Listening to the sound of the musical saw in live performance is uncanny, the sound feels like it comes from everywhere/nowhere. Unlike a trumpet or a piano or a vocalist which have a direct point of origin the musical saw is strange because it seems to originate in the air itself. In live performance the rubbing sound of the bow is diminished because the listener is not that close and one is not required to pay attention to it. If one places a mic in front and close to the saw it amplifies the sound caused by the bow rubbing the blade and the delicate, mysterious sound of the saw is compromised and becomes confined.
The difficulty in recording the bowed saw is to recreate its ethereal experience. Experimenting over the years with many different mic positions and different ways of recording the saw, what seems crucial is the sound of the room itself. It is important to record in as resonant a room as possible using two microphones. Mic the sound in the room, as well as the closer sound coming from behind the player and the blade of the saw. Mixing both tracks together comes close to reproducing this extraordinary resonance.
Carla Hallett & Robert Minden – Trent University concert
The album we’re working on alludes to film music – the music suggests images, scenes, narratives. It feels like we are scoring a film, the music evocative and cinematic, the movie becoming visible by the listener.
In a more literal sense, the mixing of the sounds creates a landscape – on the left, on the right, in the centre, coming in from the back of the listeners head. Will a sound move? How will it move? Which sound will stay anchored in one place? And how will each sound be coloured, and in what space are they happening/seen? These sonic decisions are also visual decisions; the music suggesting the movie imagined in the mind.

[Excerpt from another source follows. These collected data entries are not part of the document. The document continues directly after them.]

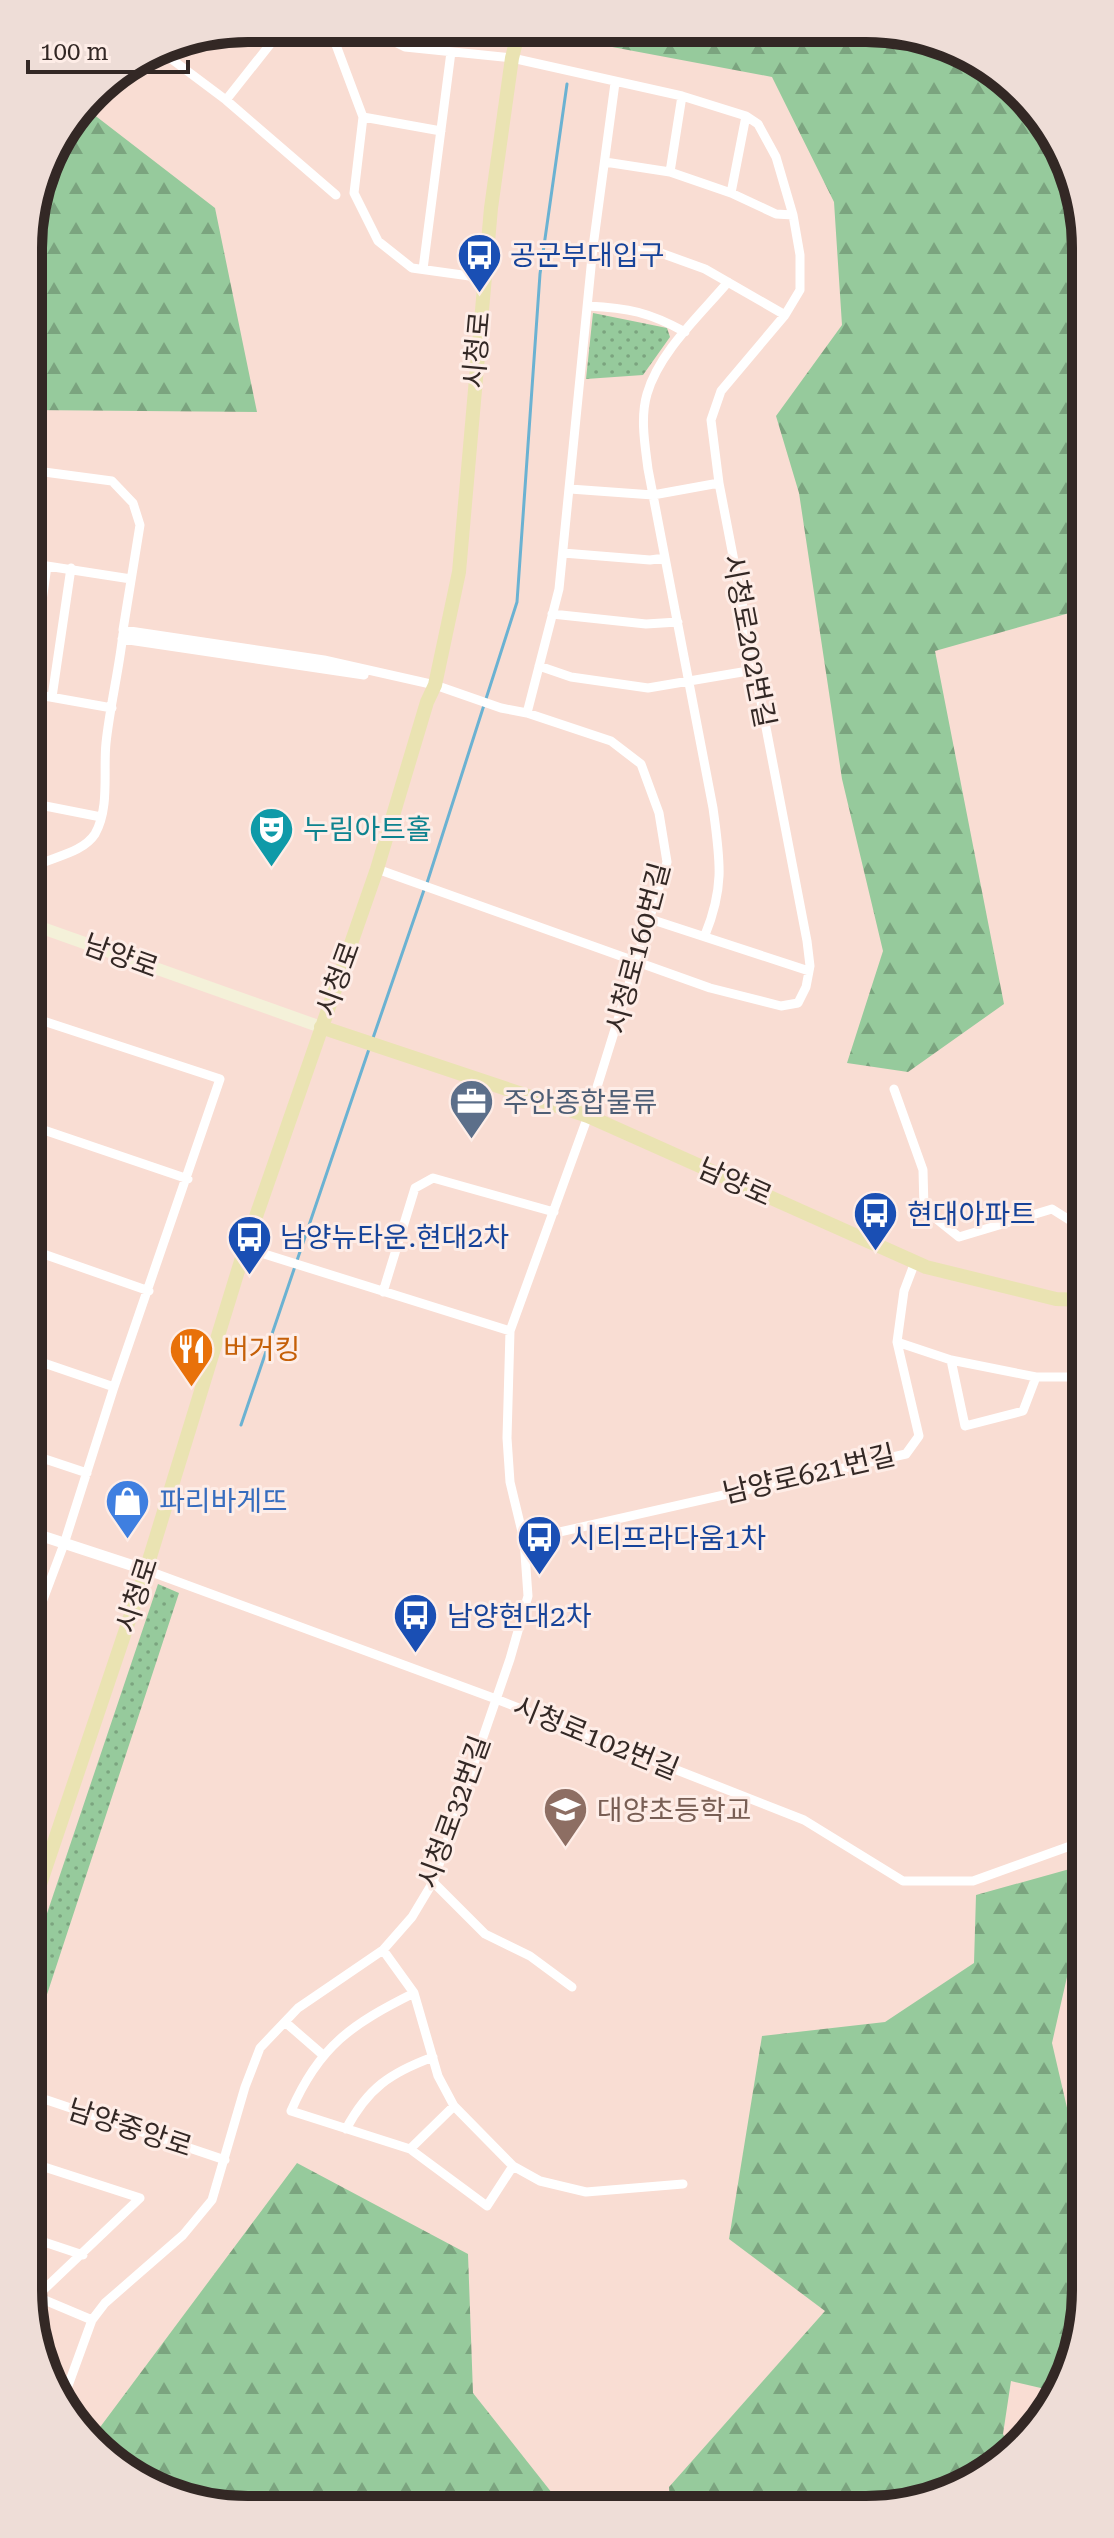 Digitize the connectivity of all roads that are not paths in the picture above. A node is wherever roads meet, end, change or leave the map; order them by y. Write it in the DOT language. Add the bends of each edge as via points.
graph roads {
  1 [pos="272,42"];
  2 [pos="335,42"];
  3 [pos="395,42"];
  4 [pos="516,42"];
  5 [pos="451,52"];
  6 [pos="170,58"];
  7 [pos="512,58"];
  8 [pos="615,83"];
  9 [pos="682,96"];
  10 [pos="226,100"];
  11 [pos="746,116"];
  12 [pos="363,117"];
  13 [pos="441,131"];
  14 [pos="605,162"];
  15 [pos="670,172"];
  16 [pos="731,193"];
  17 [pos="336,195"];
  18 [pos="793,215"];
  19 [pos="593,247"];
  20 [pos="423,269"];
  21 [pos="484,278"];
  22 [pos="728,282"];
  23 [pos="588,306"];
  24 [pos="785,315"];
  25 [pos="685,332"];
  26 [pos="42,472"];
  27 [pos="719,483"];
  28 [pos="570,489"];
  29 [pos="653,495"];
  30 [pos="563,553"];
  31 [pos="665,558"];
  32 [pos="47,566"];
  33 [pos="42,568"];
  34 [pos="71,568"];
  35 [pos="131,579"];
  36 [pos="42,601"];
  37 [pos="552,614"];
  38 [pos="678,622"];
  39 [pos="123,634"];
  40 [pos="539,666"];
  41 [pos="754,670"];
  42 [pos="689,683"];
  43 [pos="435,685"];
  44 [pos="42,694"];
  45 [pos="52,697"];
  46 [pos="112,708"];
  47 [pos="527,713"];
  48 [pos="42,805"];
  49 [pos="101,817"];
  50 [pos="42,863"];
  51 [pos="377,869"];
  52 [pos="650,919"];
  53 [pos="42,928"];
  54 [pos="705,935"];
  55 [pos="638,961"];
  56 [pos="809,971"];
  57 [pos="42,1021"];
  58 [pos="321,1027"];
  59 [pos="894,1089"];
  60 [pos="588,1116"];
  61 [pos="42,1129"];
  62 [pos="188,1179"];
  63 [pos="554,1212"];
  64 [pos="1072,1222"];
  65 [pos="245,1248"];
  66 [pos="42,1254"];
  67 [pos="915,1262"];
  68 [pos="149,1291"];
  69 [pos="383,1292"];
  70 [pos="1072,1300"];
  71 [pos="510,1331"];
  72 [pos="897,1342"];
  73 [pos="951,1360"];
  74 [pos="42,1362"];
  75 [pos="1036,1377"];
  76 [pos="1072,1377"];
  77 [pos="114,1387"];
  78 [pos="42,1458"];
  79 [pos="87,1473"];
  80 [pos="42,1536"];
  81 [pos="524,1540"];
  82 [pos="64,1544"];
  83 [pos="146,1570"];
  84 [pos="42,1597"];
  85 [pos="496,1699"];
  86 [pos="1072,1845"];
  87 [pos="42,1878"];
  88 [pos="433,1882"];
  89 [pos="383,1950"];
  90 [pos="572,1987"];
  91 [pos="414,1993"];
  92 [pos="285,2022"];
  93 [pos="323,2055"];
  94 [pos="433,2057"];
  95 [pos="42,2098"];
  96 [pos="454,2106"];
  97 [pos="346,2129"];
  98 [pos="410,2149"];
  99 [pos="225,2160"];
  100 [pos="42,2166"];
  101 [pos="513,2166"];
  102 [pos="683,2184"];
  103 [pos="42,2241"];
  104 [pos="83,2255"];
  105 [pos="42,2292"];
  106 [pos="43,2300"];
  107 [pos="92,2320"];
  108 [pos="67,2388"];
  1 -- 10 [label="street"];
  2 -- 12 [label="street"];
  3 -- 5 [label="street"];
  4 -- 7 [label="main road, 시청로"];
  5 -- 7 [label="street"];
  5 -- 13 [label="street"];
  6 -- 10 [label="street"];
  7 -- 8 [label="street"];
  7 -- 21 [label="main road, 시청로"];
  8 -- 9 [label="street"];
  8 -- 14 [label="street"];
  9 -- 11 [label="street"];
  9 -- 15 [label="street"];
  10 -- 17 [label="street"];
  11 -- 16 [label="street"];
  11 -- 18 [label="street, 시청로202번길" via="758,124 776,157"];
  12 -- 13 [label="street"];
  12 -- 20 [label="street" via="354,193 378,241 412,268"];
  13 -- 20 [label="street"];
  14 -- 15 [label="street"];
  14 -- 19 [label="street"];
  15 -- 16 [label="street"];
  16 -- 18 [label="street" via="776,214"];
  18 -- 24 [label="street, 시청로202번길" via="800,290"];
  19 -- 22 [label="street" via="658,252"];
  19 -- 23 [label="street"];
  20 -- 21 [label="street"];
  21 -- 43 [label="main road, 시청로" via="459,572"];
  22 -- 24 [label="street"];
  22 -- 25 [label="street"];
  23 -- 25 [label="street" via="626,308"];
  23 -- 28 [label="street"];
  24 -- 27 [label="street, 시청로202번길" via="721,391 711,420"];
  25 -- 29 [label="street" via="647,394 643,429"];
  26 -- 35 [label="street" via="112,481 133,503 140,525"];
  27 -- 29 [label="street"];
  27 -- 41 [label="street, 시청로202번길"];
  28 -- 29 [label="street"];
  28 -- 30 [label="street"];
  29 -- 31 [label="street"];
  30 -- 31 [label="street"];
  30 -- 37 [label="street"];
  31 -- 38 [label="street"];
  32 -- 33 [label="street"];
  32 -- 34 [label="street"];
  32 -- 36 [label="street"];
  34 -- 35 [label="street"];
  34 -- 45 [label="street"];
  35 -- 39 [label="street"];
  37 -- 38 [label="street" via="646,624"];
  37 -- 40 [label="street"];
  38 -- 42 [label="street"];
  39 -- 43 [label="street, 시청로160번길" via="324,660"];
  39 -- 46 [label="street"];
  40 -- 42 [label="street" via="571,677 648,688"];
  40 -- 47 [label="street"];
  41 -- 42 [label="street"];
  41 -- 56 [label="street, 시청로202번길" via="796,875"];
  42 -- 54 [label="street" via="720,862 720,890"];
  43 -- 47 [label="street, 시청로160번길"];
  43 -- 51 [label="main road, 시청로"];
  44 -- 45 [label="street"];
  45 -- 46 [label="street"];
  46 -- 49 [label="street"];
  47 -- 52 [label="street, 시청로160번길" via="611,741 641,764 659,813 667,862"];
  48 -- 49 [label="street"];
  49 -- 50 [label="street" via="86,843"];
  51 -- 55 [label="street"];
  51 -- 58 [label="main road, 시청로"];
  52 -- 54 [label="street"];
  52 -- 55 [label="street, 시청로160번길"];
  53 -- 58 [label="main road, 남양로"];
  54 -- 56 [label="street"];
  55 -- 56 [label="street" via="710,988 781,1006 798,1003"];
  55 -- 60 [label="street, 시청로160번길"];
  57 -- 62 [label="street" via="220,1079"];
  58 -- 60 [label="main road, 남양로"];
  58 -- 65 [label="main road, 시청로"];
  59 -- 64 [label="street" via="923,1170 924,1209 959,1237 1052,1209"];
  60 -- 63 [label="street, 시청로32번길"];
  60 -- 67 [label="main road, 남양로"];
  61 -- 62 [label="street"];
  62 -- 68 [label="street"];
  63 -- 69 [label="street" via="433,1178 415,1188"];
  63 -- 71 [label="street, 시청로32번길"];
  65 -- 69 [label="street"];
  65 -- 83 [label="main road, 시청로"];
  66 -- 68 [label="street"];
  67 -- 70 [label="main road, 남양로"];
  67 -- 72 [label="street" via="904,1291"];
  68 -- 77 [label="street"];
  69 -- 71 [label="street"];
  71 -- 81 [label="street, 시청로32번길" via="507,1438 510,1482"];
  72 -- 73 [label="street"];
  72 -- 81 [label="street, 남양로621번길" via="919,1436 906,1454"];
  73 -- 75 [label="street"];
  73 -- 75 [label="street" via="965,1426 1023,1411"];
  74 -- 77 [label="street"];
  75 -- 76 [label="street"];
  77 -- 79 [label="street"];
  78 -- 79 [label="street"];
  79 -- 82 [label="street"];
  80 -- 82 [label="street"];
  81 -- 85 [label="street, 시청로32번길" via="528,1596"];
  82 -- 83 [label="street"];
  82 -- 84 [label="street"];
  83 -- 85 [label="street, 시청로102번길"];
  83 -- 87 [label="main road, 시청로"];
  85 -- 86 [label="street, 시청로102번길" via="804,1820 903,1881 973,1881"];
  85 -- 88 [label="street, 시청로32번길"];
  88 -- 89 [label="street, 시청로32번길"];
  88 -- 90 [label="street" via="485,1934 530,1956"];
  89 -- 91 [label="street"];
  89 -- 92 [label="street, 시청로32번길"];
  91 -- 93 [label="street" via="379,2010"];
  91 -- 94 [label="street"];
  92 -- 93 [label="street"];
  92 -- 99 [label="street, 시청로32번길" via="260,2048"];
  93 -- 97 [label="street" via="291,2111"];
  94 -- 96 [label="street"];
  94 -- 97 [label="street" via="377,2085"];
  95 -- 99 [label="street, 남양중앙로"];
  96 -- 98 [label="street"];
  96 -- 101 [label="street"];
  97 -- 98 [label="street"];
  98 -- 101 [label="street" via="487,2206"];
  99 -- 107 [label="street, 시청로32번길" via="212,2200 183,2235"];
  100 -- 104 [label="street" via="140,2198"];
  101 -- 102 [label="street" via="540,2181 586,2192"];
  103 -- 104 [label="street"];
  104 -- 105 [label="street"];
  106 -- 107 [label="street"];
  107 -- 108 [label="street, 시청로32번길"];
}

In live performance when I sing I’m usually playing some sort of “instrument” at the same time. Whether it’s a toy piano, a pair of soup spoons, tuned glass bottles, simply pushing one side of a sruti box, or swinging an elastic band drone through the air – I like to be busy while vocalizing, and the interplay between singing and playing can be very engaging.
But in a recording studio, when the final vocal line is performed alone it’s curiously freeing. During this last recording session I found that when I concentrated solely on my voice, without playing additional instruments, I could really sink into the telling of the story – seeing the images as I sang the song. I wanted to keep the voice natural and honest, and close, like a good storyteller. The engineer chose a vintage (1950s) AKG C12 microphone. We wanted to achieve subtleties of expression and a clear and intimate sound with great presence, underplaying the intense emotion of the song.
We began the recording session with the sound of the toy piano. I knew the engineer would want to isolate this sound, but I was used to singing and playing the toy piano at the same time. Sometimes the voice leads the piano, and other times the piano leads the voice. So how can one separate these sounds without compromising the musical dialogue between them?
As I took the toy piano out of its’ case and began attaching the legs, I looked around the room. It was spacious and bright with lots of wood, so there was a warmth to the space. But when I sat on the little stool and began to play, the room felt enormous and vaguely intimidating for my tiny sounds. Meanwhile the engineers were busy gathering large blocks of thick foam. They began to encase the toy piano leaving only the keyboard exposed for me to play. A veritable fort started forming around me – just like the ones we used to build out of cushions from the living room couch. It was perfect. The toy piano sound was isolated and so was its’ mic, while I could sing to my hearts content, in my little fort, cushioned and contained.